> [Directions]
Nothing but a number should be written: the count of lines below that contain "streets".

(Records from a data source)
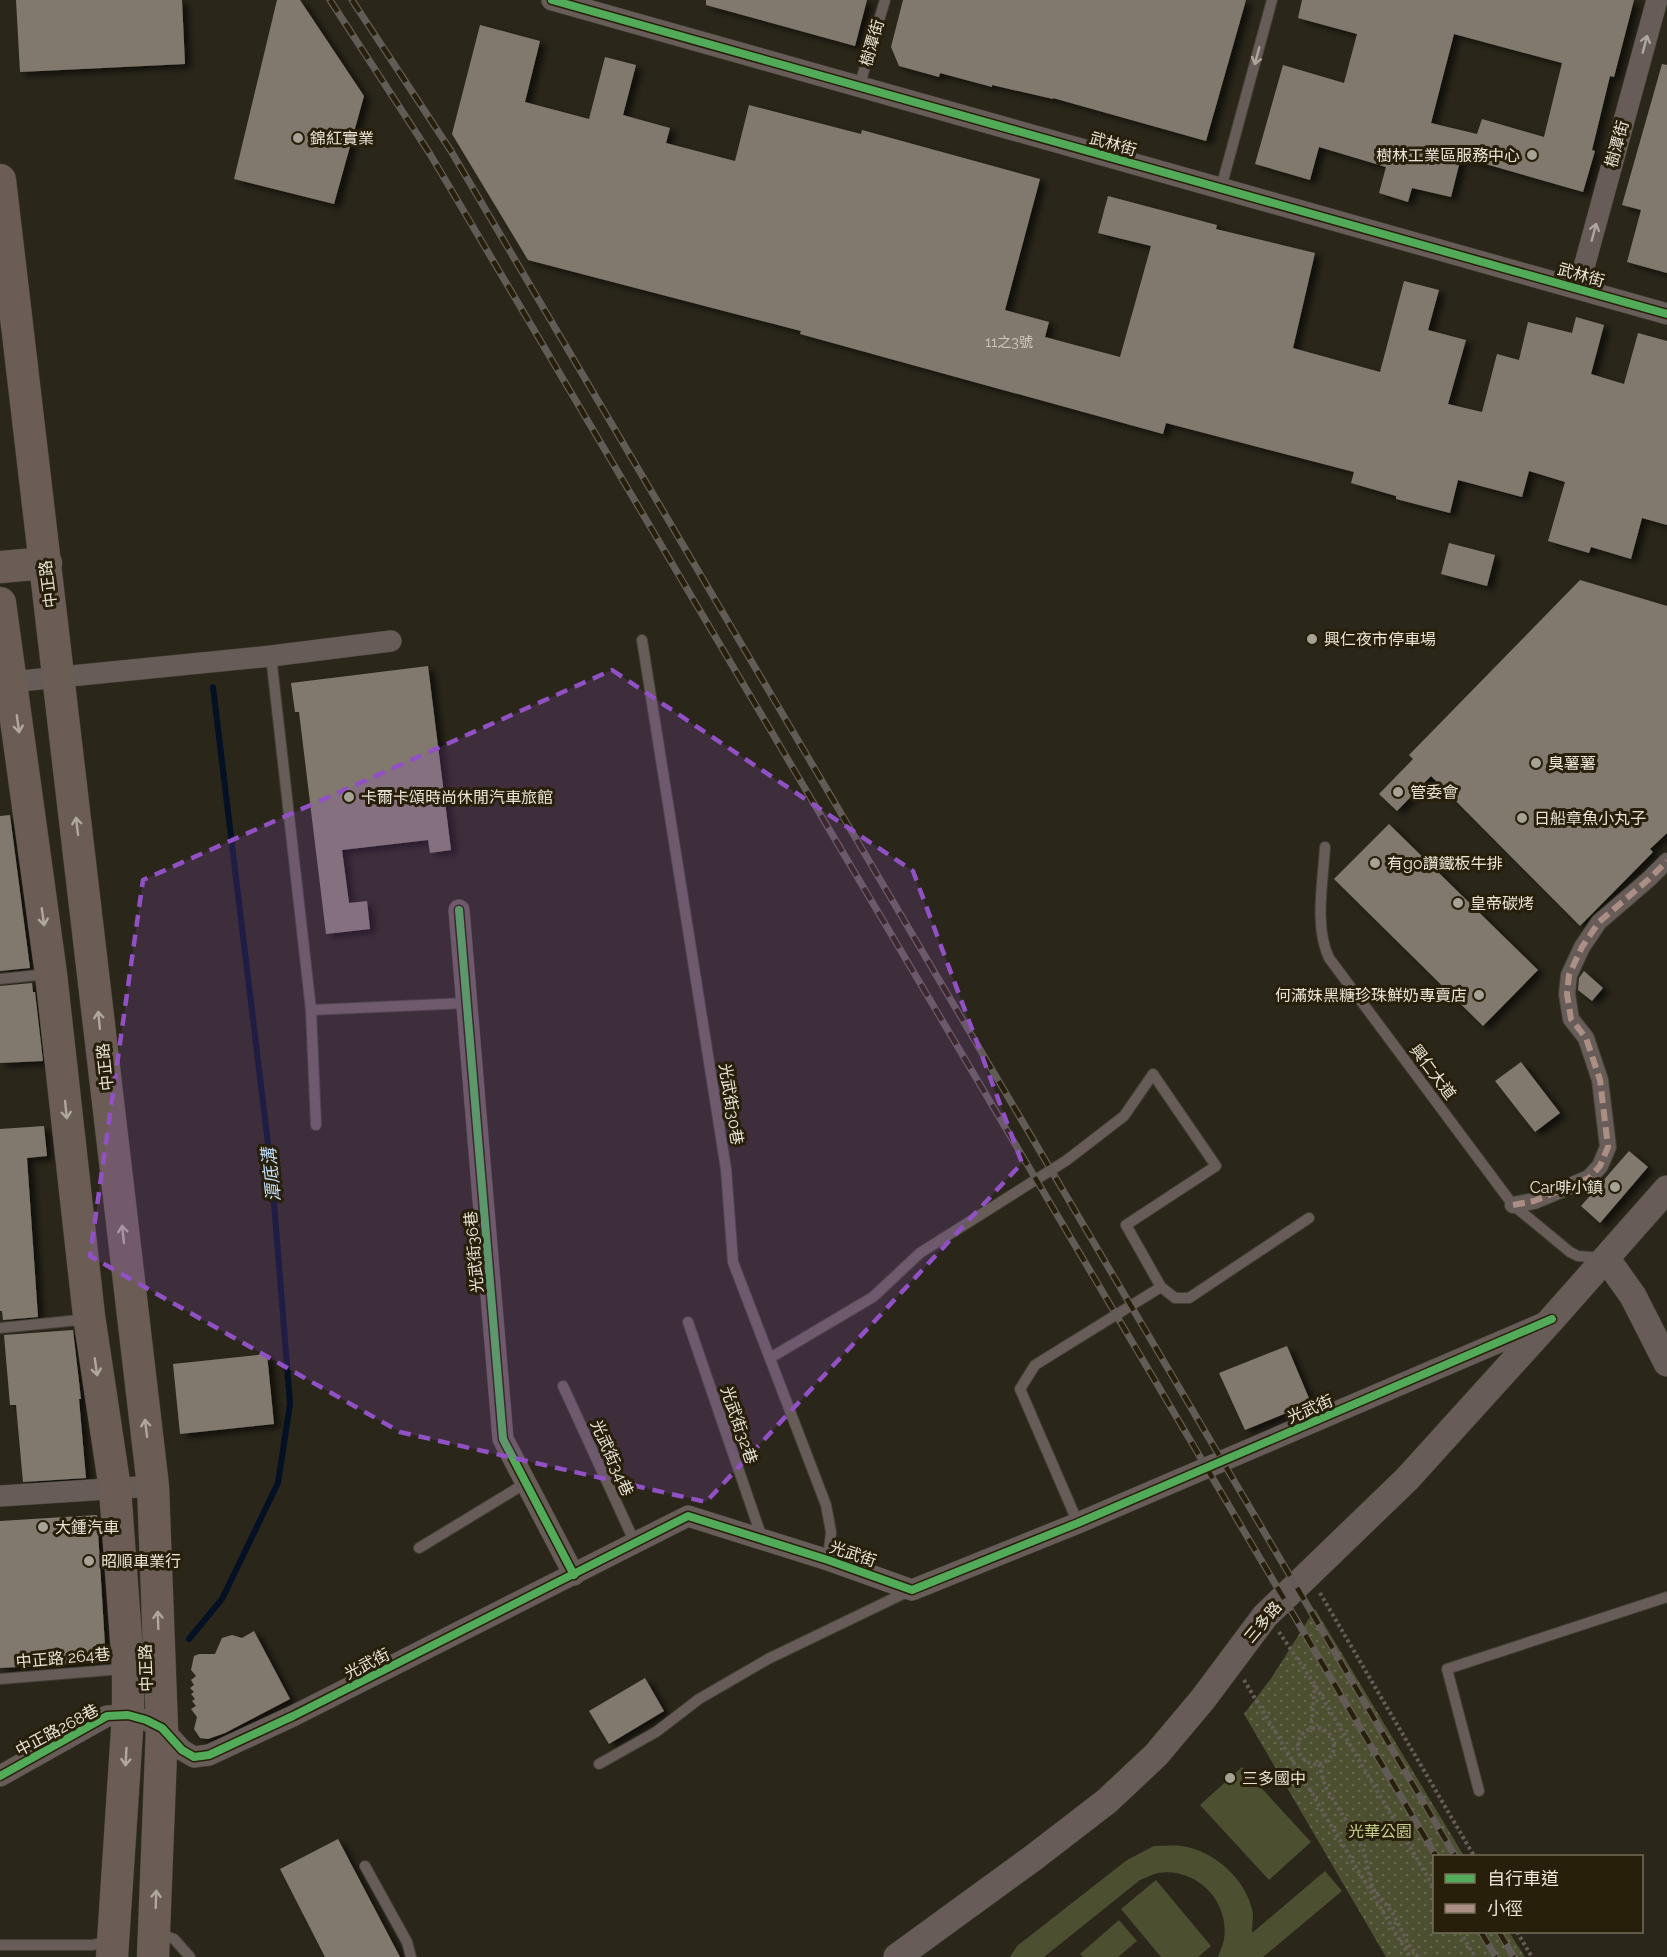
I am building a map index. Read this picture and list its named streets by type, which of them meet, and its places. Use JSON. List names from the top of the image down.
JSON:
{
  "streets": {
    "main road": ["中正路"],
    "street": [
      "樹潭街",
      "武林街",
      "光武街36巷",
      "光武街",
      "三多路",
      "中正路268巷"
    ],
    "lane": [
      "興仁大道",
      "光武街30巷",
      "光武街32巷",
      "光武街34巷",
      "中正路 264巷"
    ]
  },
  "crossings": [
    ["樹潭街", "武林街"],
    ["中正路", "光武街"],
    ["中正路", "中正路 264巷"],
    ["中正路", "中正路268巷"],
    ["興仁大道", "三多路"],
    ["光武街30巷", "光武街"],
    ["光武街36巷", "光武街"],
    ["光武街", "光武街32巷"],
    ["光武街", "光武街34巷"],
    ["光武街", "三多路"]
  ],
  "one_way": ["樹潭街"],
  "water": ["潭底溝"],
  "parks": ["光華公園"],
  "places": [
    "錦紅實業",
    "樹林工業區服務中心",
    "興仁夜市停車場",
    "臭薯薯",
    "管委會",
    "卡爾卡頌時尚休閒汽車旅館",
    "日船章魚小丸子",
    "有go讚鐵板牛排",
    "皇帝碳烤",
    "何滿妹黑糖珍珠鮮奶專賣店",
    "Car啡小鎮",
    "大鍾汽車",
    "昭順車業行",
    "三多國中"
  ],
  "house_numbers": ["11之3號"],
  "legend": ["自行車道", "小徑"]
}
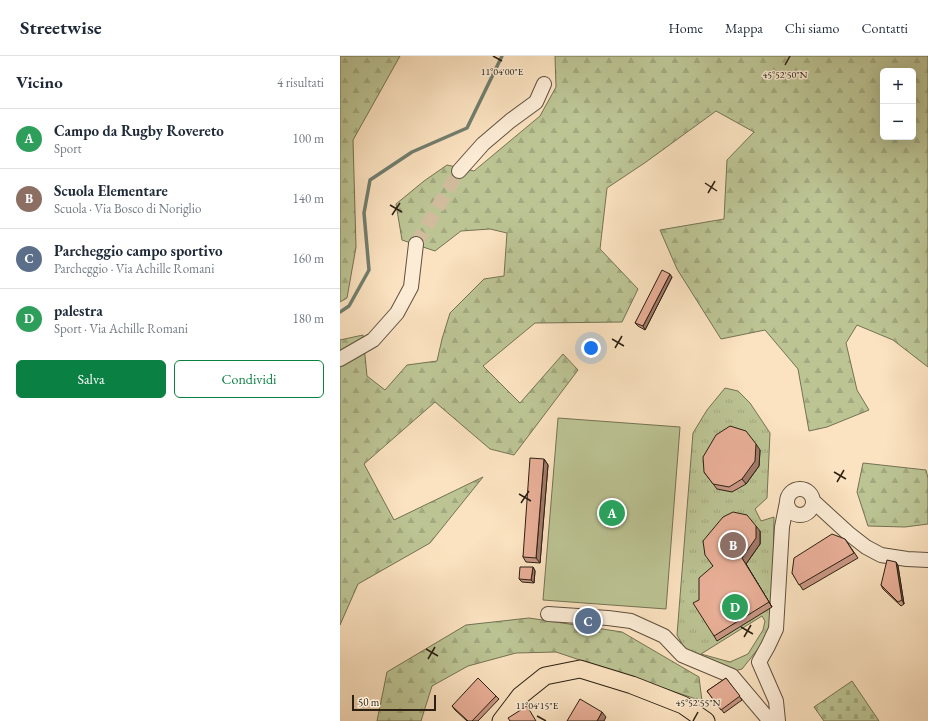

> [Response for this exercise]
2